Question

A solid consisting of a right circular cone of height 120cm and radius 60cm standing on a hemisphere of radius 60cm is placed upright in a right circular cylinder full of water such that it touches the bottom. Find the volume of water left in the cylinder, if the radius of the cylinder is 60cm and its height is 180cm.

Answer 1

Hint: From the given question, we need to find the volume of water in the cylinder. Therefore it can be calculated by removing the volume of solid from the volume of the cylinder. Volume of the solid is by $ \dfrac{2}{3}\pi {\left( r \right)^2}h + \dfrac{1}{3}\pi {\left( r \right)^3} $ and volume of cylinder is given by $ \pi {\left( r \right)^2}h $.

Complete step-by-step answer:
From the given question, we can say
Volume of water in the cylinder = Volume of cylinder - Volume of solid.
Given: A solid consisting of a right circular cone of height 120cm
The radius of the cone is 60cm.
Hemisphere is placed upright in a right circular cylinder full of water such that it touches the bottom.
Cone is standing on a hemisphere of radius 60 cm
Radius of the cylinder is 60 cm and its height is 180 cm.
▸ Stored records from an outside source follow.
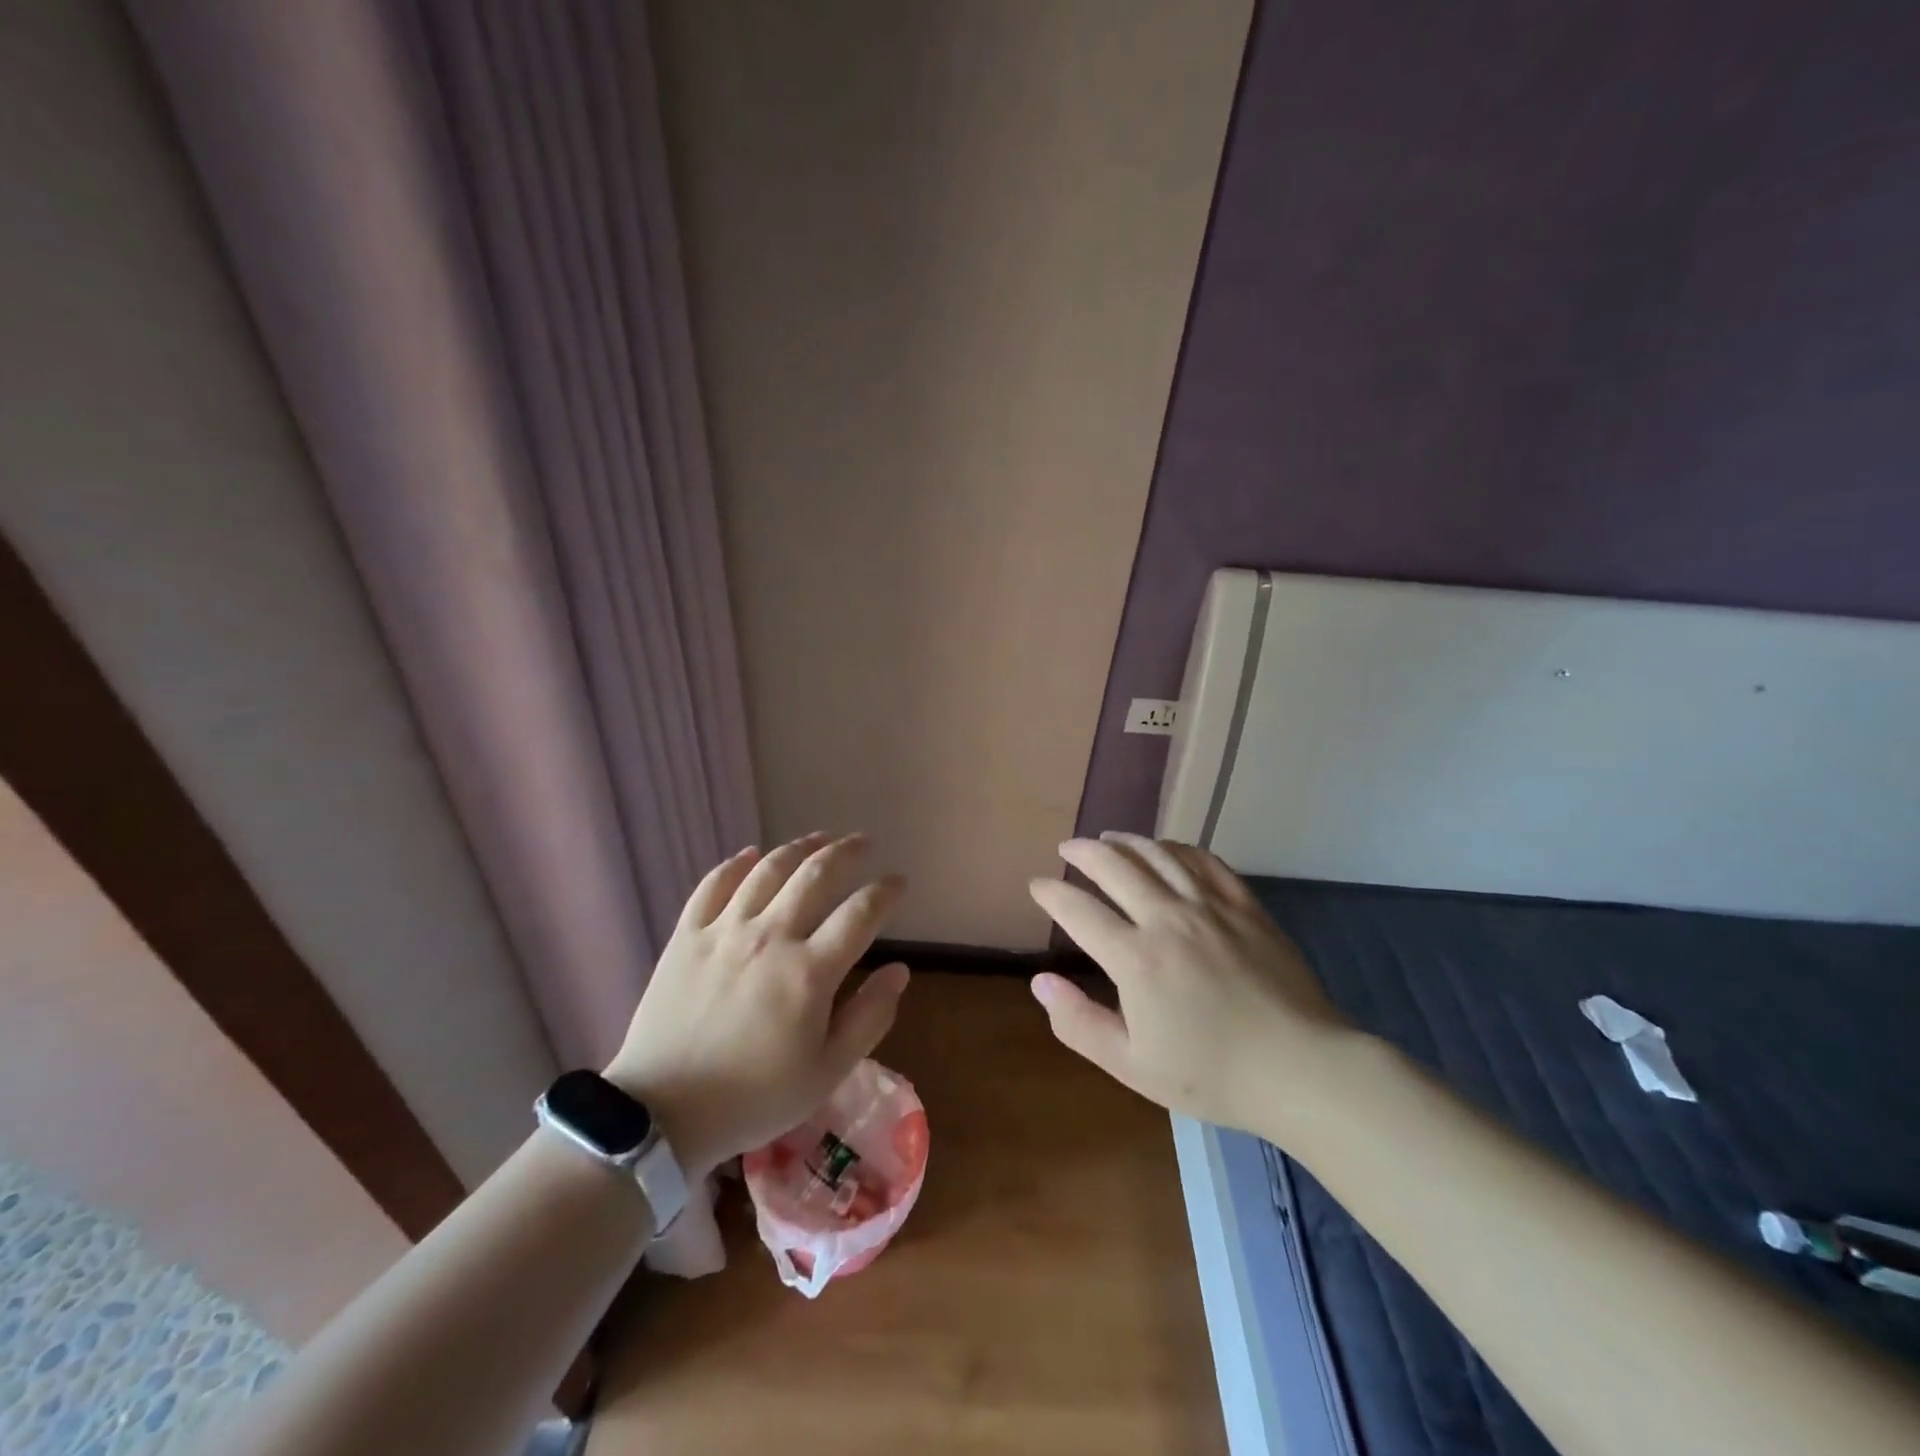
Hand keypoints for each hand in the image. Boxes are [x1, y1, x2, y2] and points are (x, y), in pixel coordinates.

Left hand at [605, 833, 909, 1176]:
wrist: (661, 1114)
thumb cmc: (754, 1098)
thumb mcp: (827, 1072)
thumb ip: (870, 1017)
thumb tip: (900, 970)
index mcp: (809, 972)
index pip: (861, 913)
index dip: (885, 891)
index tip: (898, 882)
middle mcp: (770, 936)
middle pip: (815, 874)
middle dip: (846, 852)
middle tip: (862, 842)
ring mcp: (724, 931)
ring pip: (768, 869)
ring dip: (798, 847)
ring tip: (818, 838)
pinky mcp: (686, 936)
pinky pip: (713, 885)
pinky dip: (736, 864)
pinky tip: (750, 855)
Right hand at [1027, 833, 1353, 1133]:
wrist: (1301, 1069)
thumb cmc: (1212, 1075)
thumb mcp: (1132, 1066)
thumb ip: (1079, 1023)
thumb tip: (1040, 981)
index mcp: (1136, 958)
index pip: (1078, 910)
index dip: (1052, 893)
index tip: (1037, 885)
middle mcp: (1167, 919)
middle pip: (1115, 867)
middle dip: (1082, 852)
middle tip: (1067, 847)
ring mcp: (1210, 907)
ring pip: (1158, 855)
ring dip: (1126, 841)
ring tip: (1108, 837)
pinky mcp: (1244, 906)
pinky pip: (1204, 861)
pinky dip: (1176, 848)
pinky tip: (1166, 849)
Radius of base of the cone $ {r_1} = 60cm $
Height of the cone $ {h_1} = 120cm $ that is two times of $ {r_1} $ .
Radius of the hemisphere $ {r_2} = 60cm = {r_1} $
Height of the cylinder $ {h_1} = 180cm $ that is three time of $ {r_1} $
Radius of the base of the cylinder\[{r_3} = 60cm = {r_1}\]
Now,
Volume of the solid $ = \dfrac{2}{3}\pi {\left( {{r_1}} \right)^3} + \dfrac{1}{3}\pi {\left( {{r_1}} \right)^2}\left( {2{r_1}} \right) $
 $ = \dfrac{2}{3}\pi {\left( {60} \right)^3} + \dfrac{1}{3}\pi {\left( {60} \right)^2}\left( {2 \times 60} \right) $
 $ = \dfrac{1}{3}\pi {\left( {60} \right)^3}\left[ {2 + 2} \right] $
 $ = \dfrac{4}{3}\pi {\left( {60} \right)^3} $
Again,
Volume of the cylinder $ = \pi {\left( {{r_1}} \right)^2}\left( {3{r_1}} \right) $
\[ = 3\pi {\left( {60} \right)^3}\]
Therefore,
Required volume of water left in the cylinder = Volume of cylinder - Volume of solid $ = \pi {\left( {60} \right)^3}\left[ {3 - \dfrac{4}{3}} \right] $
 $ = \dfrac{5}{3}\pi {\left( {60} \right)^3} $
=1130973.35 $ {\text{c}}{{\text{m}}^3} $
=1.131 $ {{\text{m}}^3} $ (approx.)
The volume of water left in the cylinder =1.131 $ {{\text{m}}^3} $

Note: The way we solved the problem is used in the same way to calculate the left out water after being filled by different shaped 3D figures. We need to calculate the volume of the figures and based on the requirements we can remove the volume of the figures immersed in water.